--- START ---
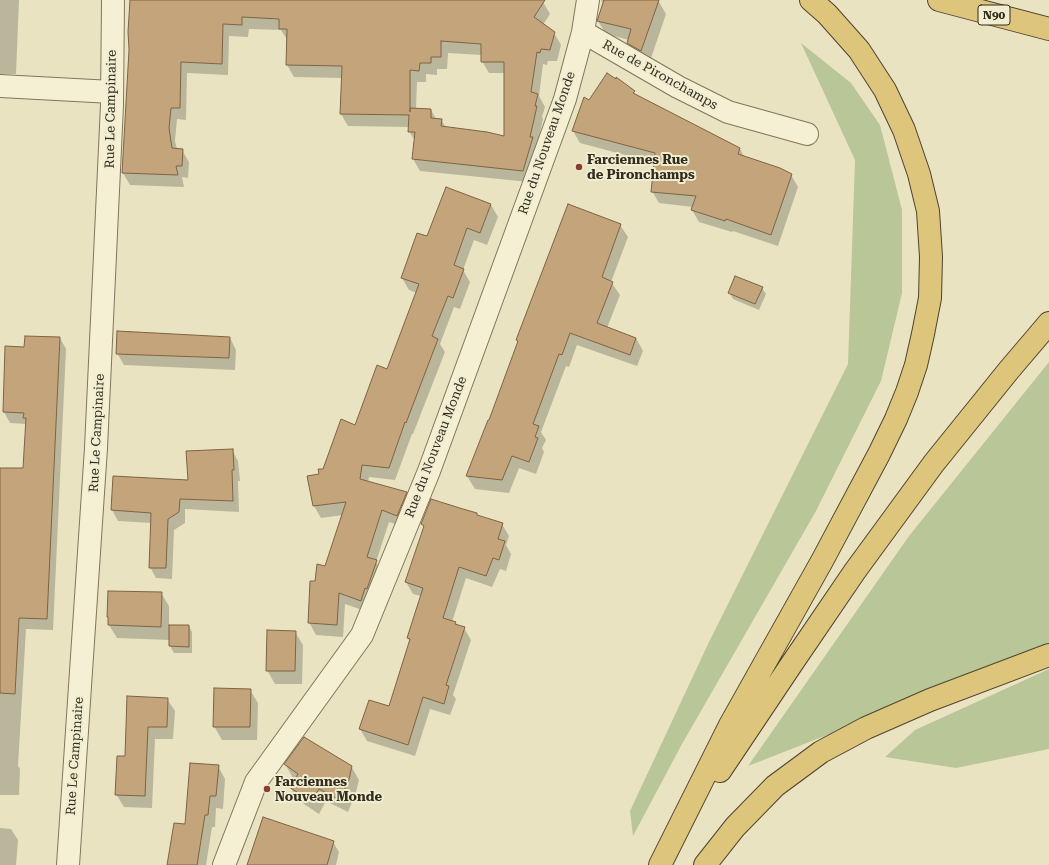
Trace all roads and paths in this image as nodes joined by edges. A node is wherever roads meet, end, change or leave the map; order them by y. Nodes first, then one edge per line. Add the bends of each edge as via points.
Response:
1 (113, 0) edge
2 (588, 0) edge
3 (811, 0) edge
4 (939, 0) edge
5 (1049, 29) edge
6 (583, 32) junction
7 (0, 86) edge
8 (112, 92) junction
9 (807, 134) dead end
10 (1049, 323) edge
11 (1049, 655) edge
12 (673, 842) junction
13 (68, 865) edge
14 (224, 865) edge
15 (660, 865) edge
16 (705, 865) edge

1 - 8 street, Rue Le Campinaire
2 - 6 street, Rue du Nouveau Monde
3 - 12 highway via 827,14 858,50 885,90 904,130 919,174 928,212 930,298 916,365 896,419 822,561 730,725
4 - 5 highway, N90
6 - 9 street, Rue de Pironchamps via 678,88 728,112
6 - 14 street, Rue du Nouveau Monde via 562,106 429,471 362,635 256,782
7 - 8 street
8 - 13 street, Rue Le Campinaire via 96,448
10 - 12 highway via 934,463 855,571
11 - 16 highway via 930,700 866,728 821,752 775,786 735,827
12 - 15 highway

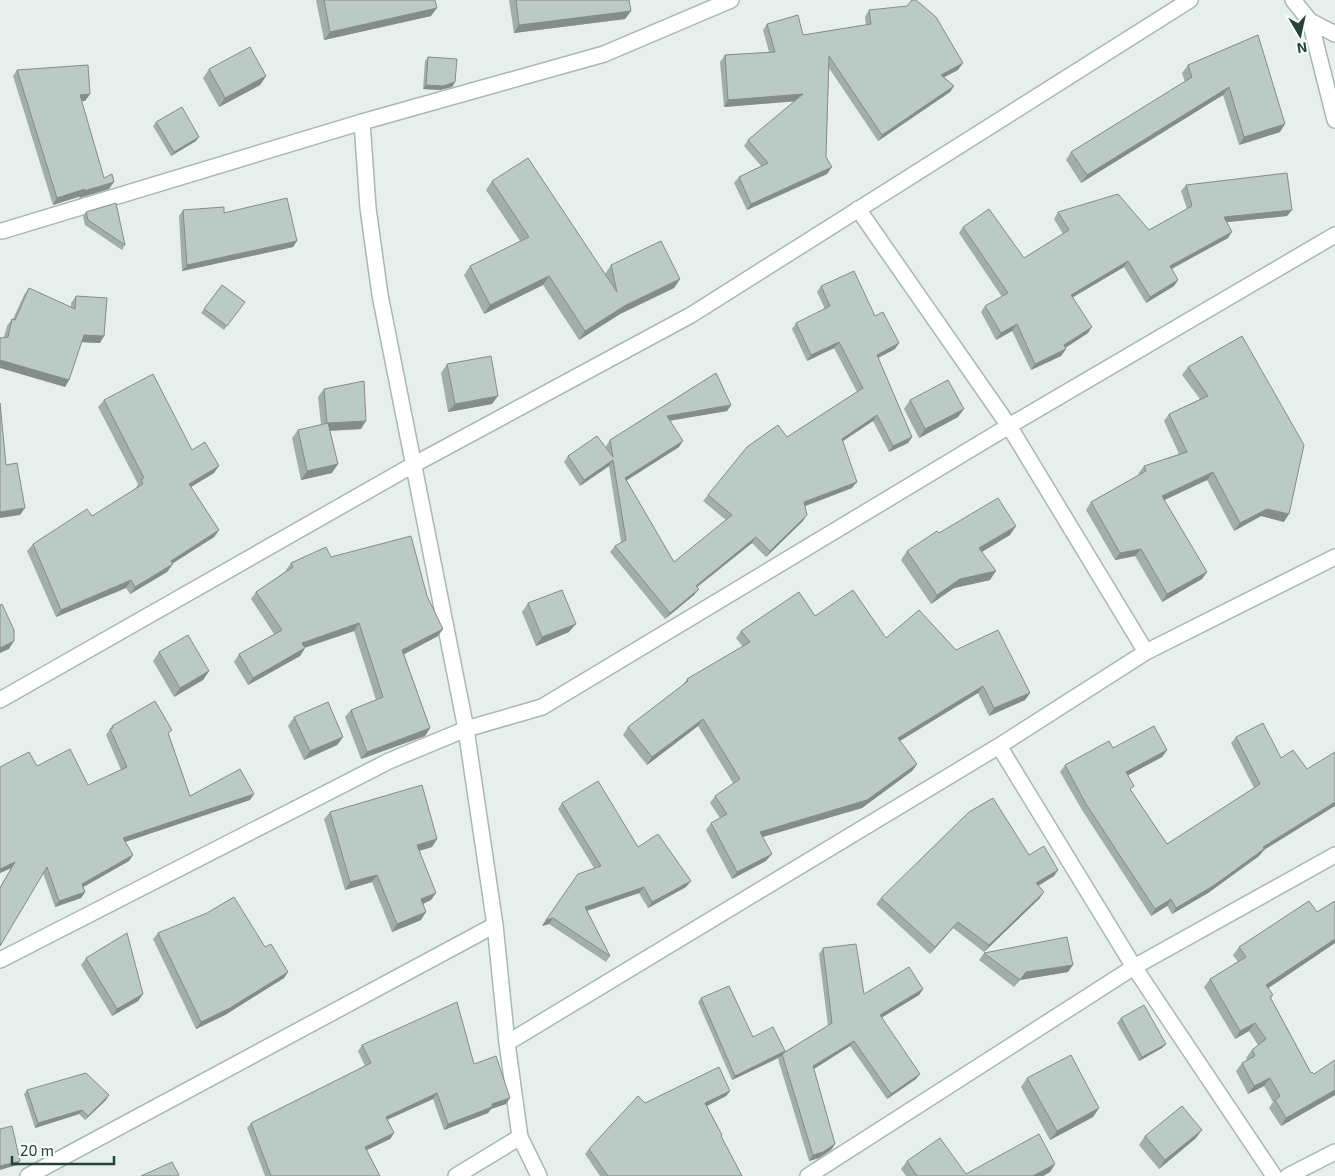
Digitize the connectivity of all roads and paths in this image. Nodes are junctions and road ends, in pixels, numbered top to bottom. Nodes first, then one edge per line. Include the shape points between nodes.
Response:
1 (731, 0) edge
2 (1190, 0) edge
3 (1293, 0) edge
4 (1310, 22) junction
5 (1335, 34) edge
6 (1335, 120) edge
7 (362, 122) junction
8 (858, 209) junction
9 (2, 231) dead end
10 (1335, 235) edge
11 (1009, 426) junction
12 (413, 465) junction
13 (1335, 557) edge
14 (1146, 652) junction
15 (0, 700) edge
16 (466, 729) junction
17 (999, 746) junction
18 (1335, 855) edge
19 (495, 925) junction
20 (0, 960) edge
21 (1134, 967) junction
22 (507, 1043) junction
23 (520, 1138) junction
24 (1335, 1152) edge
25 (28, 1176) edge
26 (456, 1176) edge
27 (539, 1176) edge
28 (808, 1176) edge
29 (1274, 1176) edge
30 (1288, 1176) edge

1 - 7 street via 604,54
2 - 8 street
3 - 4 street
4 - 5 street
4 - 6 street
7 - 9 street
7 - 12 street via 368,208 380,295
8 - 11 street
8 - 12 street via 691,315
10 - 11 street
11 - 14 street
11 - 16 street via 542,707
12 - 15 street
12 - 16 street
13 - 14 street
14 - 17 street
16 - 19 street
16 - 20 street via 389,761
17 - 21 street
17 - 22 street
18 - 21 street
19 - 22 street
19 - 25 street
21 - 28 street
21 - 29 street
22 - 23 street
23 - 26 street
23 - 27 street
24 - 30 street

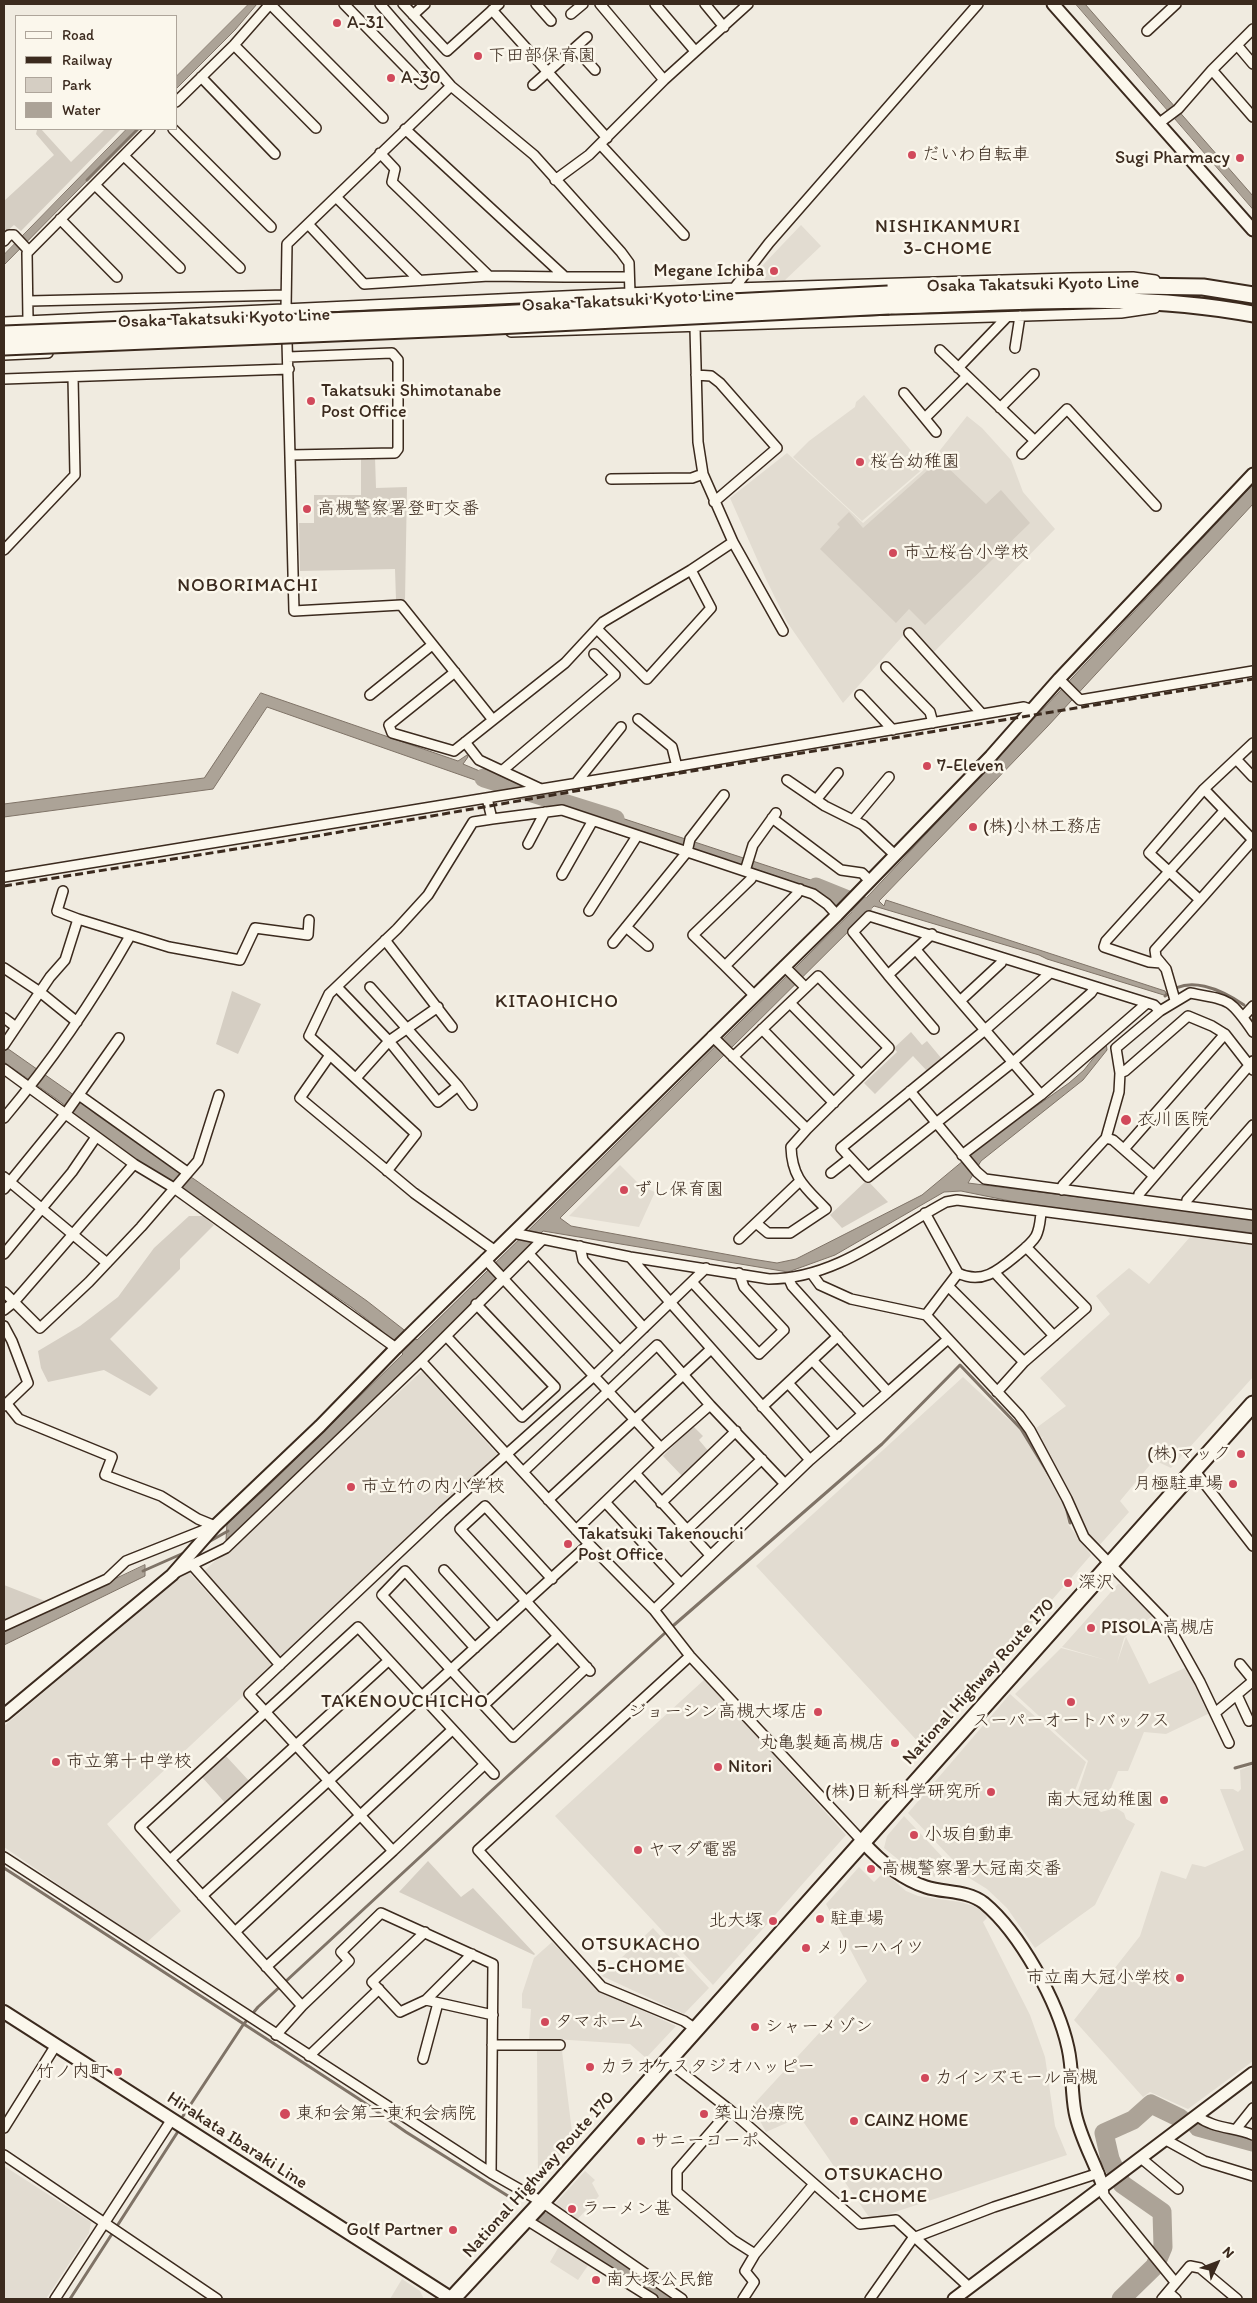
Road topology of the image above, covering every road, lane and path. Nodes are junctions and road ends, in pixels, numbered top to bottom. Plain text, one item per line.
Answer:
--- END ---
### Exercise brief
Write out each entry exactly as given, omitting any picture.

### Solution to this exercise
Trace all roads and paths in this image as nodes joined by edges. A node is wherever roads meet, end, change or leave the map; order them by y. Nodes first, then one edge per line. Add the bends of each edge as via points.
Response:
1 (113, 0) edge
2 (588, 0) edge
3 (811, 0) edge
4 (939, 0) edge
5 (1049, 29) edge
6 (583, 32) junction
7 (0, 86) edge
8 (112, 92) junction
9 (807, 134) dead end
10 (1049, 323) edge
11 (1049, 655) edge
12 (673, 842) junction
13 (68, 865) edge
14 (224, 865) edge
15 (660, 865) edge
16 (705, 865) edge

1 - 8 street, Rue Le Campinaire
2 - 6 street, Rue du Nouveau Monde
3 - 12 highway via 827,14 858,50 885,90 904,130 919,174 928,212 930,298 916,365 896,419 822,561 730,725
4 - 5 highway, N90
6 - 9 street, Rue de Pironchamps via 678,88 728,112
6 - 14 street, Rue du Nouveau Monde via 562,106 429,471 362,635 256,782
7 - 8 street
8 - 13 street, Rue Le Campinaire via 96,448
10 - 12 highway via 934,463 855,571
11 - 16 highway via 930,700 866,728 821,752 775,786 735,827
12 - 15 highway

Digitize the connectivity of all roads and paths in this image. Nodes are junctions and road ends, in pixels, numbered top to bottom. Nodes first, then one edge per line. Include the shape points between nodes.
Response:
1 (731, 0) edge
2 (1190, 0) edge
3 (1293, 0) edge
4 (1310, 22) junction
5 (1335, 34) edge
6 (1335, 120) edge
7 (362, 122) junction
8 (858, 209) junction
9 (2, 231) dead end
10 (1335, 235) edge
11 (1009, 426) junction
12 (413, 465) junction
13 (1335, 557) edge
14 (1146, 652) junction
15 (0, 700) edge
16 (466, 729) junction
17 (999, 746) junction
18 (1335, 855) edge
19 (495, 925) junction
20 (0, 960) edge
21 (1134, 967) junction
22 (507, 1043) junction
23 (520, 1138) junction
24 (1335, 1152) edge
25 (28, 1176) edge
26 (456, 1176) edge
27 (539, 1176) edge
28 (808, 1176) edge
29 (1274, 1176) edge
30 (1288, 1176) edge

1 - 7 street via 604,54
2 - 8 street
3 - 4 street
4 - 5 street
4 - 6 street
7 - 9 street
7 - 12 street via 368,208 380,295
8 - 11 street
8 - 12 street via 691,315
10 - 11 street
11 - 14 street
11 - 16 street via 542,707
12 - 15 street
12 - 16 street
13 - 14 street
14 - 17 street
16 - 19 street
16 - 20 street via 389,761
17 - 21 street
17 - 22 street
18 - 21 street
19 - 22 street
19 - 25 street
21 - 28 street
21 - 29 street
22 - 23 street
23 - 26 street
23 - 27 street
24 - 30 street

Road topology of the image above, covering every road, lane and path. Nodes are junctions and road ends, in pixels, numbered top to bottom. Plain text, one item per line.
Answer:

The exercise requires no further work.